I am reasonably familiar with the math behind spinors, the fact that $SU(2)$ is the universal (double) cover of $SO(3)$, etc.
I've often seen the "belt trick" and the "plate trick" used to motivate these results, but I must admit that I've never understood exactly what mathematical fact these tricks are supposed to be demonstrating. Sometimes I've seen the tricks presented as giving evidence for very precise facts like (a) "$SU(2)$ double covers $SO(3)$" or (b) "$SU(2)$ is simply connected but $SO(3)$ is not" or (c) "rotating a spinor by $2\pi$ takes it to its negative". Other times, I've seen the tricks presentated as just giving very hand-wavy motivation for the broad idea that "Sometimes you need to spin things around twice in order to get back to where you started."
Obviously the belt and plate tricks don't rigorously prove any mathematical results, but which precise mathematical facts (such the ones listed above, or others) do the tricks "demonstrate"?

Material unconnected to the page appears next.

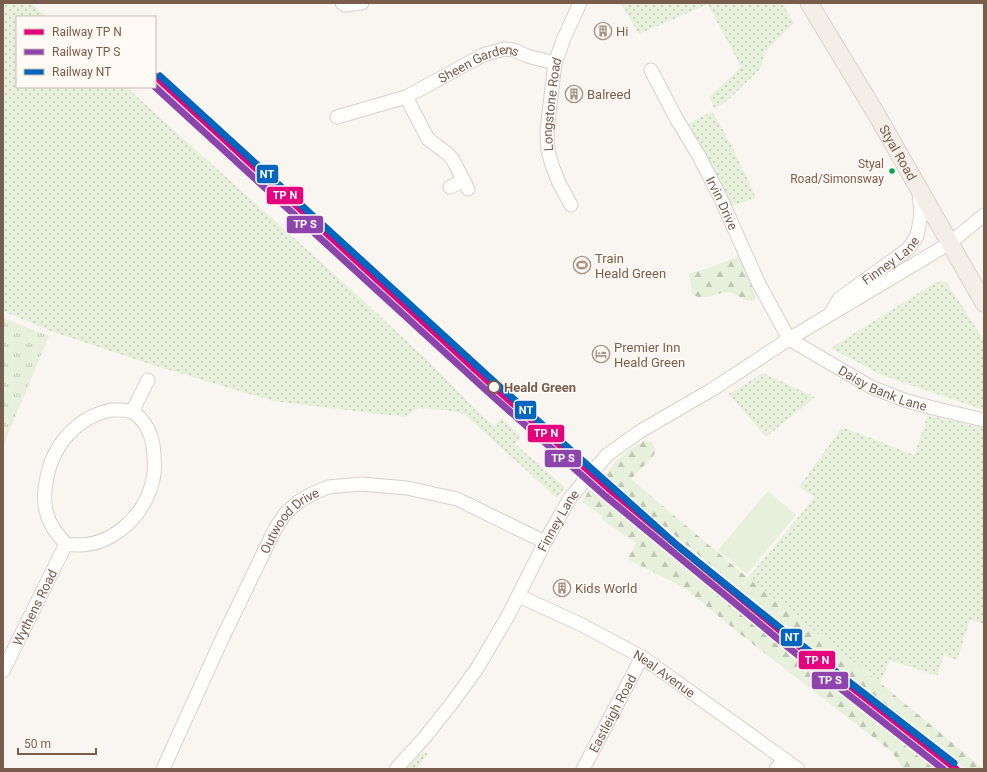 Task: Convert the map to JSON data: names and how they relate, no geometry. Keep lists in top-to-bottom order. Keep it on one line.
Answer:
{"streets":{"main road":["Styal Road"],"street":["Sheen Gardens","Longstone Road","Irvin Drive","Finney Lane","Daisy Bank Lane","Outwood Drive","Wythens Road","Neal Avenue","Eastleigh Road"]},"crossings":[["Sheen Gardens","Longstone Road"],["Styal Road","Finney Lane"],["Irvin Drive","Finney Lane"],["Irvin Drive","Daisy Bank Lane"],["Finney Lane","Daisy Bank Lane"],["Finney Lane","Outwood Drive"],["Finney Lane","Neal Avenue"],["Neal Avenue","Eastleigh Road"]],"places":{"building":["Hi","Balreed","Kids World"],"other":["Styal Road/Simonsway","Heald Green"],"sports":["Train Heald Green"],"hotel":["Premier Inn Heald Green"]},"lines":["rail line NT"],"legend":["Railway TP N","Railway TP S","Railway NT"],"scale_bar":"50 m"}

Part of my issue is that people often describe the belt and plate tricks as demonstrating certain results about spinors, but in practice they seem to actually employ the reverse logic. That is, instead of first (a) arguing that belts/plates are described by spinors and then (b) using the belt and plate tricks to demonstrate mathematical results about spinors, in practice people instead tend to first (a) derive mathematical results about spinors, then (b) use the belt and plate tricks to show that real-world belts and plates display similar behavior, and finally (c) hand-wavily conclude that spinors seem to describe real-world belts and plates. This is an interesting observation, but I don't see how it actually demonstrate any mathematical results.
In order to use the tricks to demonstrate mathematical results about spinors, you need to first (a) invoke some specific structure of belts and plates (but not other real-world structures) that require spinors to model without invoking the belt and plate tricks, and then (b) use the tricks to demonstrate facts about spinors. Exactly what structure of these belts and plates (and their connections to external objects like your arm) is it that requires rotations to be described by elements of $SU(2)$ instead of $SO(3)$? In order to avoid circular reasoning, this structure can't reference the belt or plate tricks.